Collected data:
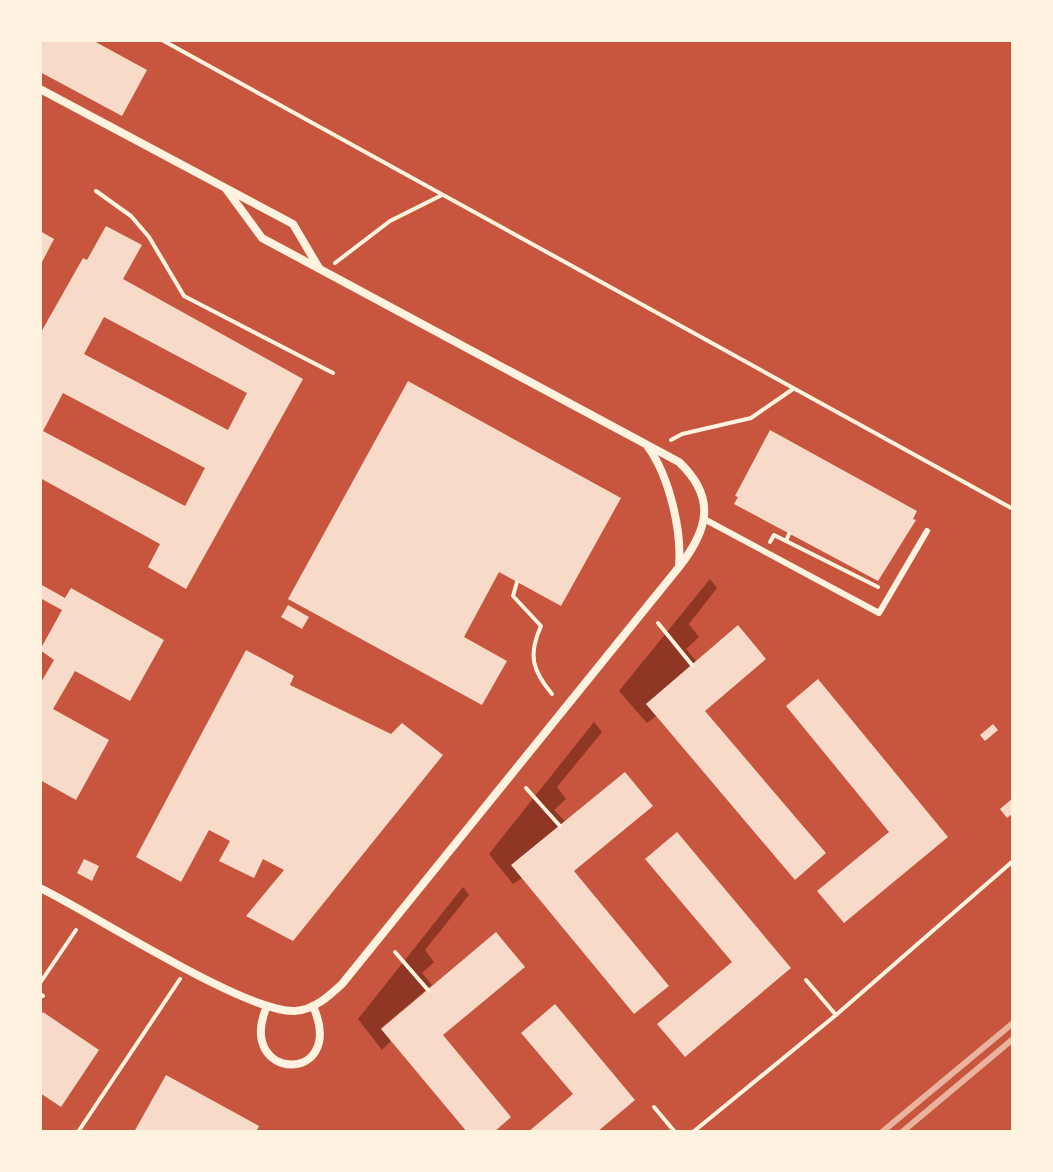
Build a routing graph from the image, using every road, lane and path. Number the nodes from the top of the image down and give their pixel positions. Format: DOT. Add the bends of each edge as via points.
graph roads {
  1 [pos="162,40"];
  2 [pos="40,89"];
  3 [pos="226,189"];
  4 [pos="96,191"];
  5 [pos="440,196"];
  6 [pos="322,270"];
  7 [pos="333,373"];
  8 [pos="793,389"];
  9 [pos="651,448"];
  10 [pos="1013,509"];
  11 [pos="706,520"];
  12 [pos="927,531"];
  13 [pos="789,534"];
  14 [pos="774,535"];
  15 [pos="786,541"];
  16 [pos="679,567"];
  17 [pos="517,582"];
  18 [pos="891,594"];
  19 [pos="658,623"];
  20 [pos="692,665"];
  21 [pos="552,694"];
  22 [pos="526,788"];
  23 [pos="560,826"];
  24 [pos="1013,861"];
  25 [pos="40,888"];
  26 [pos="76,930"];
  27 [pos="395,952"];
  28 [pos="188,967"];
  29 [pos="806,980"];
  30 [pos="40,983"];
  31 [pos="428,990"];
  32 [pos="267,1006"];
  33 [pos="313,1006"];
  34 [pos="836,1015"];
  35 [pos="654,1107"];
  36 [pos="78,1132"];
  37 [pos="675,1132"];
  38 [pos="693,1132"];
  1 -- 5 [label="path"];
  2 -- 3 [label="street"];
  3 -- 6 [label="street" via="262,238"];
  3 -- 6 [label="street" via="293,224"];
  4 -- 7 [label="path" via="131,216 149,237 184,296"];
  5 -- 6 [label="path" via="390,221"];
  5 -- 8 [label="path"];
  6 -- 9 [label="street"];
  8 -- 9 [label="path" via="751,418 682,434"];
  8 -- 10 [label="path"];
  9 -- 11 [label="street" via="690,472"];
  9 -- 16 [label="street" via="681,544"];
  11 -- 16 [label="street" via="694,549"];
  11 -- 18 [label="lane" via="879,613"];
  12 -- 18 [label="lane"];
  13 -- 15 [label="path"];
  14 -- 15 [label="path"];
  15 -- 18 [label="path"];
  16 -- 33 [label="street" via="342,984"];
  17 -- 21 [label="path" via="513,596 541,626 531,663"];
  19 -- 20 [label="path"];
  22 -- 23 [label="path"];
  24 -- 34 [label="path"];
  25 -- 28 [label="street"];
  26 -- 30 [label="path"];
  27 -- 31 [label="path"];
  28 -- 32 [label="street"];
  28 -- 36 [label="path"];
  29 -- 34 [label="path"];
  32 -- 33 [label="street" via="298,1011"];
  32 -- 33 [label="street" via="260,1029 262,1045 272,1059 290,1065 310,1059 320,1046 322,1029"];
  34 -- 38 [label="path"];
  35 -- 37 [label="path"];
}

▸ **WHAT TO DO**:
Within the records above, how many lines include the word "graph"? Only the number is wanted.

▸ **RESPONSE AREA**:
2